* [The input]:
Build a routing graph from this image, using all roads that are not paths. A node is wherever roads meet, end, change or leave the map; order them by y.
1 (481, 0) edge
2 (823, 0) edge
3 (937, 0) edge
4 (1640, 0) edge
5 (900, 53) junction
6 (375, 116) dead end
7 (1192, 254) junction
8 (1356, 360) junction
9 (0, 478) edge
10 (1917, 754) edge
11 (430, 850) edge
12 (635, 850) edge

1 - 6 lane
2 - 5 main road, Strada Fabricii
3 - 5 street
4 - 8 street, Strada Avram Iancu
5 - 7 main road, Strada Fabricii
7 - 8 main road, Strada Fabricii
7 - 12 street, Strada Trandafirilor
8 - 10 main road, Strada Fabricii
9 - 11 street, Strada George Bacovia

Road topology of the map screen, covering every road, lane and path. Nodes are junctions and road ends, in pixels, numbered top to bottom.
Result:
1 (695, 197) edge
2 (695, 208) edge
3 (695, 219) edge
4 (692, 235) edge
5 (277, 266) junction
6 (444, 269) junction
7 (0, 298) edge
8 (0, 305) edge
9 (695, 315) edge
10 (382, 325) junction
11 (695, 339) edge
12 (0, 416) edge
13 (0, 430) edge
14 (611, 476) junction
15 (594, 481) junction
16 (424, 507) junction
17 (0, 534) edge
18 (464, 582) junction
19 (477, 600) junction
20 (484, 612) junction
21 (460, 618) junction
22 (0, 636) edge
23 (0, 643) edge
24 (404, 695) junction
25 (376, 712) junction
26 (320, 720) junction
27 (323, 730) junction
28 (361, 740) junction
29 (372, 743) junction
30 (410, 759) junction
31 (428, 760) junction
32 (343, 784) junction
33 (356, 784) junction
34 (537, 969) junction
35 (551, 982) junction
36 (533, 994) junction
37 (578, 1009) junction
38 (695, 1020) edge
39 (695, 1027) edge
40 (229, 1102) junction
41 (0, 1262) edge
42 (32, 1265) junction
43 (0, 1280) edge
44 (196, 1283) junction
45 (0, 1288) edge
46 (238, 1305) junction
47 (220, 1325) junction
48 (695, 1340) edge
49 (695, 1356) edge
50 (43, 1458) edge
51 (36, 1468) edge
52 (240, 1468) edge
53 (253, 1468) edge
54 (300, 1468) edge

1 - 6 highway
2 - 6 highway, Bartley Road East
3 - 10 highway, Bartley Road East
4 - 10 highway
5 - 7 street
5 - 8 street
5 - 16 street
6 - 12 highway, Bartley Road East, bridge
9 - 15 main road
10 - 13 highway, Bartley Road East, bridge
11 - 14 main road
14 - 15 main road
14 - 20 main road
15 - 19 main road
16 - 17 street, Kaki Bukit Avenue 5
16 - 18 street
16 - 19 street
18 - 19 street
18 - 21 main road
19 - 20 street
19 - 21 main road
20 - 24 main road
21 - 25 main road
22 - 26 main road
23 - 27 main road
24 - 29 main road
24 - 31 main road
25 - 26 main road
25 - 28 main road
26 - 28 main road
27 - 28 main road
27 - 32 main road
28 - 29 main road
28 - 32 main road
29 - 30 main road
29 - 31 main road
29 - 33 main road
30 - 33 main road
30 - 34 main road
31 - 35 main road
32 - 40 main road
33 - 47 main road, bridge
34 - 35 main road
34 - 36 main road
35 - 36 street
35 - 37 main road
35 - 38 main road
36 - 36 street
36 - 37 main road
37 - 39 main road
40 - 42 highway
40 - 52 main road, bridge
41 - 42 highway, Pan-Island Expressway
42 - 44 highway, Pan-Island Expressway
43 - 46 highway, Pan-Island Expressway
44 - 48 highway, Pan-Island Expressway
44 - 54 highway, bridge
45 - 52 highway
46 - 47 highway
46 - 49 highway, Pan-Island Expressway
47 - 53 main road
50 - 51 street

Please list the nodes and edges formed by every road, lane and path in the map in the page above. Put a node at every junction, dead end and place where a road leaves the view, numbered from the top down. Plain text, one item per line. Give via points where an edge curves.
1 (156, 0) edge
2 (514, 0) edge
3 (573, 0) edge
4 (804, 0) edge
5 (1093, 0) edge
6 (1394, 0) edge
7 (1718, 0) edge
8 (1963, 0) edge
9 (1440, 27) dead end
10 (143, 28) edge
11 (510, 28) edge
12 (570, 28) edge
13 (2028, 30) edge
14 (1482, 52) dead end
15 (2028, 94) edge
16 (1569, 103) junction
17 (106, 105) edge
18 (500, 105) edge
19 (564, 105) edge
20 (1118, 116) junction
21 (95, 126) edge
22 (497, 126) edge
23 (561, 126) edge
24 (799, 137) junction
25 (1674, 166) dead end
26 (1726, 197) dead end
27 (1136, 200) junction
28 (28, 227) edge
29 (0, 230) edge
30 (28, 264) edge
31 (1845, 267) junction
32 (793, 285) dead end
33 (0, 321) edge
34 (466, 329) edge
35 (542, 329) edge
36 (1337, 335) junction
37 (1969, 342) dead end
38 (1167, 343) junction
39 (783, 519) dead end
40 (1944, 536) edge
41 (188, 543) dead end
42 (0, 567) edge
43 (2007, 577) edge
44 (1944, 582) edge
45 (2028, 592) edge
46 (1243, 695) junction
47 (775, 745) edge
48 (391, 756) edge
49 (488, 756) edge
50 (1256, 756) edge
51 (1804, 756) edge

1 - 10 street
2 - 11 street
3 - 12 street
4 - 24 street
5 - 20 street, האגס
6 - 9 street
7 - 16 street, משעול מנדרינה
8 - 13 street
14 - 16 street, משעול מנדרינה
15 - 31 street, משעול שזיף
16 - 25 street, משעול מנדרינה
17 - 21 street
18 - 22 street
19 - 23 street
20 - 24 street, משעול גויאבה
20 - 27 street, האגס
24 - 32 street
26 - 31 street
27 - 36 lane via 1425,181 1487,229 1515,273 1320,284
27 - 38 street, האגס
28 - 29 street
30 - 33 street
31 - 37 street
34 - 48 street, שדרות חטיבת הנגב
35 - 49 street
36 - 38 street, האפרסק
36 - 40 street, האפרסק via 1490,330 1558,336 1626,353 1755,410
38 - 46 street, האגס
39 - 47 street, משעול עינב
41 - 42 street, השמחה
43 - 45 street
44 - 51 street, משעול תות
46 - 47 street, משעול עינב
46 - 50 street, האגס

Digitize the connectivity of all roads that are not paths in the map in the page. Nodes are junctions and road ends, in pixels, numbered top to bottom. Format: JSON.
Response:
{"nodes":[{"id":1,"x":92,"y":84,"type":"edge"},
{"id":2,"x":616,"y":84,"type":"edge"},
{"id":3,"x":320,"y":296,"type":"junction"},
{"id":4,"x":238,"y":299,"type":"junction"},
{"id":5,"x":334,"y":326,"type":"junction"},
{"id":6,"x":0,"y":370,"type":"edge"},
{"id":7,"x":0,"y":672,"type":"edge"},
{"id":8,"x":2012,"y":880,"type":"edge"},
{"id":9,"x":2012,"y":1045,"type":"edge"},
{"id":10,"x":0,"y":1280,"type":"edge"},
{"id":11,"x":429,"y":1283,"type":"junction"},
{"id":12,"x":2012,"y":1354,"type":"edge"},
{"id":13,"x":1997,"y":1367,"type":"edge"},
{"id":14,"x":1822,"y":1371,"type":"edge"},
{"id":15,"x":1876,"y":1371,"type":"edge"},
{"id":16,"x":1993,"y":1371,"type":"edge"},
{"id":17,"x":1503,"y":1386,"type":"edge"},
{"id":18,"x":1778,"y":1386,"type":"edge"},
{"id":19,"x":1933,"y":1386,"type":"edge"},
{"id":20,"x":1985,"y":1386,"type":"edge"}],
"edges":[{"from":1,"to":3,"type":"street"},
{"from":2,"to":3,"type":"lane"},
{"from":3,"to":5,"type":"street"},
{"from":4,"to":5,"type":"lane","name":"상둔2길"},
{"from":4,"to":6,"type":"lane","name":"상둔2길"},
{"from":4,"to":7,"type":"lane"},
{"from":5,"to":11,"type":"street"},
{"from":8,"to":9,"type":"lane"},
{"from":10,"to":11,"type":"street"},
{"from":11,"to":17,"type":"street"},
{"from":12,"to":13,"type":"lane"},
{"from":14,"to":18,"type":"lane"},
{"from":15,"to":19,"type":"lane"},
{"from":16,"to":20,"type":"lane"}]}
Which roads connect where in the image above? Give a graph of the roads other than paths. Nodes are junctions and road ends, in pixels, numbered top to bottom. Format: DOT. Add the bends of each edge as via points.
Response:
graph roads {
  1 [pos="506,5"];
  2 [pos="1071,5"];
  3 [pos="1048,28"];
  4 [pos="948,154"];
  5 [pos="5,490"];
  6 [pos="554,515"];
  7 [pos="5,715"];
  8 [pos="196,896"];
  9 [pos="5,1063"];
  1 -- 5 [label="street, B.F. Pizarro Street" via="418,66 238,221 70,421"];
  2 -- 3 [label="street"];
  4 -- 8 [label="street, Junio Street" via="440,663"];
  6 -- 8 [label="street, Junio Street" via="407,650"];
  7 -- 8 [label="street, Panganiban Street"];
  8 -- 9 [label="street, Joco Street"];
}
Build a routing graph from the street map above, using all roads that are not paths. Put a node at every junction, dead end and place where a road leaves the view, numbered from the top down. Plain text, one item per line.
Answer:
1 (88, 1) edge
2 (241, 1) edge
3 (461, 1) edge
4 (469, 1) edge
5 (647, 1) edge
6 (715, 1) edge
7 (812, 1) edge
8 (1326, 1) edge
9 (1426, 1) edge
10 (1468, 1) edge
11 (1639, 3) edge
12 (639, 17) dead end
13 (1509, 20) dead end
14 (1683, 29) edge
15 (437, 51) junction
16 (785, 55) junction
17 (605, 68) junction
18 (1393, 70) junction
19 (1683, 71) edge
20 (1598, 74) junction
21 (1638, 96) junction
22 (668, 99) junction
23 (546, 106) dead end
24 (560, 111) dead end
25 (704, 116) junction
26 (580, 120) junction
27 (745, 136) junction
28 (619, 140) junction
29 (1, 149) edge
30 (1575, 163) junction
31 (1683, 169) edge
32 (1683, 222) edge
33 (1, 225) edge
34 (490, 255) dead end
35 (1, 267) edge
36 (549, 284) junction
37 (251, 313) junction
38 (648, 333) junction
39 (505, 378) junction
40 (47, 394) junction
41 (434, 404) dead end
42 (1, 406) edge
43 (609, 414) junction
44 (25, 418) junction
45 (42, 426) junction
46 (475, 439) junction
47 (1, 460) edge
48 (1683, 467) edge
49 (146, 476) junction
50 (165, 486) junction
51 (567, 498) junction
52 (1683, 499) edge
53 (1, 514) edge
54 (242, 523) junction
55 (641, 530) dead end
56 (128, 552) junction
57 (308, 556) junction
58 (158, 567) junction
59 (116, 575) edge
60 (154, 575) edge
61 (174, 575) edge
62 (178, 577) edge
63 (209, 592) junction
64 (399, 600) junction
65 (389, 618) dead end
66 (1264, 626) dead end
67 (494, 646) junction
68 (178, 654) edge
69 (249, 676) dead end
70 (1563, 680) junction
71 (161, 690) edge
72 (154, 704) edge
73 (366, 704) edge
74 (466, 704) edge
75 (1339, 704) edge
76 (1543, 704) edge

* [What the task asks]: Your answer should be a number alone, please: the count of lines in the listing where the word "Fabricii" appears.

* [Answer to this task]: 4